● Entries shown
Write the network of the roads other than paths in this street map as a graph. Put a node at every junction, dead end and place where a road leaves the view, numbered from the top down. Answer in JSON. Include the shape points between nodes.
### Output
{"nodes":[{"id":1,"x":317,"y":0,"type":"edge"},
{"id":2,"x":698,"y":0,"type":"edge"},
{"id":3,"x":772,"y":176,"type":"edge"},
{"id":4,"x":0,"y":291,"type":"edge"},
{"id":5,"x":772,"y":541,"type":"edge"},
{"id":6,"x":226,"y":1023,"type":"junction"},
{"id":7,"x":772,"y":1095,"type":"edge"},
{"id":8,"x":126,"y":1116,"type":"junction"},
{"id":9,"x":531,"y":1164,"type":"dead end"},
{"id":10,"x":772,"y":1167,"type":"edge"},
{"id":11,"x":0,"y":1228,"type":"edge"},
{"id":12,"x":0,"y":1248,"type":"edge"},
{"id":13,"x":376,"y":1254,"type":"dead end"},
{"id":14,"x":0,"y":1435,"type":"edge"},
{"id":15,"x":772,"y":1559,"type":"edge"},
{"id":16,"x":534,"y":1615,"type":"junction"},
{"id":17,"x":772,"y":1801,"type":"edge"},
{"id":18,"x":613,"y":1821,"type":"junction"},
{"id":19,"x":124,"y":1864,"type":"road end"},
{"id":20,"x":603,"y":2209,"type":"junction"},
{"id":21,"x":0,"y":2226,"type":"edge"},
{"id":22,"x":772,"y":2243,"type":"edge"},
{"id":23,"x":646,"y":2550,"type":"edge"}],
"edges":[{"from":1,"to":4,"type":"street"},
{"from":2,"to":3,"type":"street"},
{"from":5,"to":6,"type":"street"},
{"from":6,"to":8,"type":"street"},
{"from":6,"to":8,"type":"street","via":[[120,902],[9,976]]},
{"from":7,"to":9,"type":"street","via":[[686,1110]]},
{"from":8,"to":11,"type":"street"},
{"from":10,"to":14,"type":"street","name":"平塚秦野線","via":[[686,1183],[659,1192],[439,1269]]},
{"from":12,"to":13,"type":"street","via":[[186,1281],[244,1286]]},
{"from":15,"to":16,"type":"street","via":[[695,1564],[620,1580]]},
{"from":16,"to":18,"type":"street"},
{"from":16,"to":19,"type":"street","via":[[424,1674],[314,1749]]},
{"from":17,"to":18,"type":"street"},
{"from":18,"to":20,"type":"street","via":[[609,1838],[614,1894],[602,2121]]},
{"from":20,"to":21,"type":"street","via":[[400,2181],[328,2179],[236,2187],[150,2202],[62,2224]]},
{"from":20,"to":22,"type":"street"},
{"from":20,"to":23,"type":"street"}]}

● What you have to do
All of the material shown above should be written out exactly.

● Solution to this problem
Write the network of the roads other than paths in this street map as a graph. Put a node at every junction, dead end and place where a road leaves the view, numbered from the top down. Answer in JSON. Include the shape points between nodes.
### Output
{"nodes":[{"id":1,"x":317,"y":0,"type":"edge"},
{"id":2,"x":698,"y":0,"type":"edge"},
{"id":3,"x":772,"y":176,"type":"edge"},
{"id":4,"x":0,"y":291,"type":"edge"},
{"id":5,"x":772,"y":541,"type":"edge"},
{"id":6,"x":226,"y":1023,"type":"junction"},
{"id":7,"x":772,"y":1095,"type":"edge"},
{"id":8,"x":126,"y":1116,"type":"junction"},
{"id":9,"x":531,"y":1164,"type":"dead end"},
{"id":10,"x":772,"y":1167,"type":"edge"},
{"id":11,"x":0,"y":1228,"type":"edge"},
{"id":12,"x":0,"y":1248,"type":"edge"},
{"id":13,"x":376,"y":1254,"type":"dead end"},
{"id":14,"x":0,"y":1435,"type":"edge"},
{"id":15,"x":772,"y":1559,"type":"edge"},
{"id":16,"x":534,"y":1615,"type":"junction"},
{"id":17,"x":772,"y":1801,"type":"edge"},
{"id":18,"x":613,"y":1821,"type":"junction"},
{"id":19,"x":124,"y":1864,"type":"road end"},
{"id":20,"x":603,"y":2209,"type":"junction"},
{"id":21,"x":0,"y":2226,"type":"edge"},
{"id":22,"x":772,"y":2243,"type":"edge"},
{"id":23,"x":646,"y":2550,"type":"edge"}],
"edges":[{"from":1,"to":4,"type":"street"},
{"from":2,"to":3,"type":"street"},
{"from":5,"to":6,"type":"street"},
{"from":6,"to":8,"type":"street"},
{"from":6,"to":8,"type":"street","via":[[120,902],[9,976]]},
{"from":7,"to":9,"type":"street","via":[[686,1110]]},
{"from":8,"to":11,"type":"street"},
{"from":10,"to":14,"type":"street","name":"平塚秦野線","via":[[686,1183],[659,1192],[439,1269]]},
{"from":12,"to":13,"type":"street","via":[[186,1281],[244,1286]]},
{"from":15,"to":16,"type":"street","via":[[695,1564],[620,1580]]},
{"from":16,"to":18,"type":"street"},
{"from":16,"to":19,"type":"street","via":[[424,1674],[314,1749]]},
{"from":17,"to":18,"type":"street"},
{"from":18,"to":20,"type":"street","via":[[609,1838],[614,1894],[602,2121]]},
{"from":20,"to":21,"type":"street","via":[[400,2181],[328,2179],[236,2187],[150,2202],[62,2224]]},
{"from":20,"to":22,"type":"street"},
{"from":20,"to":23,"type":"street"}]}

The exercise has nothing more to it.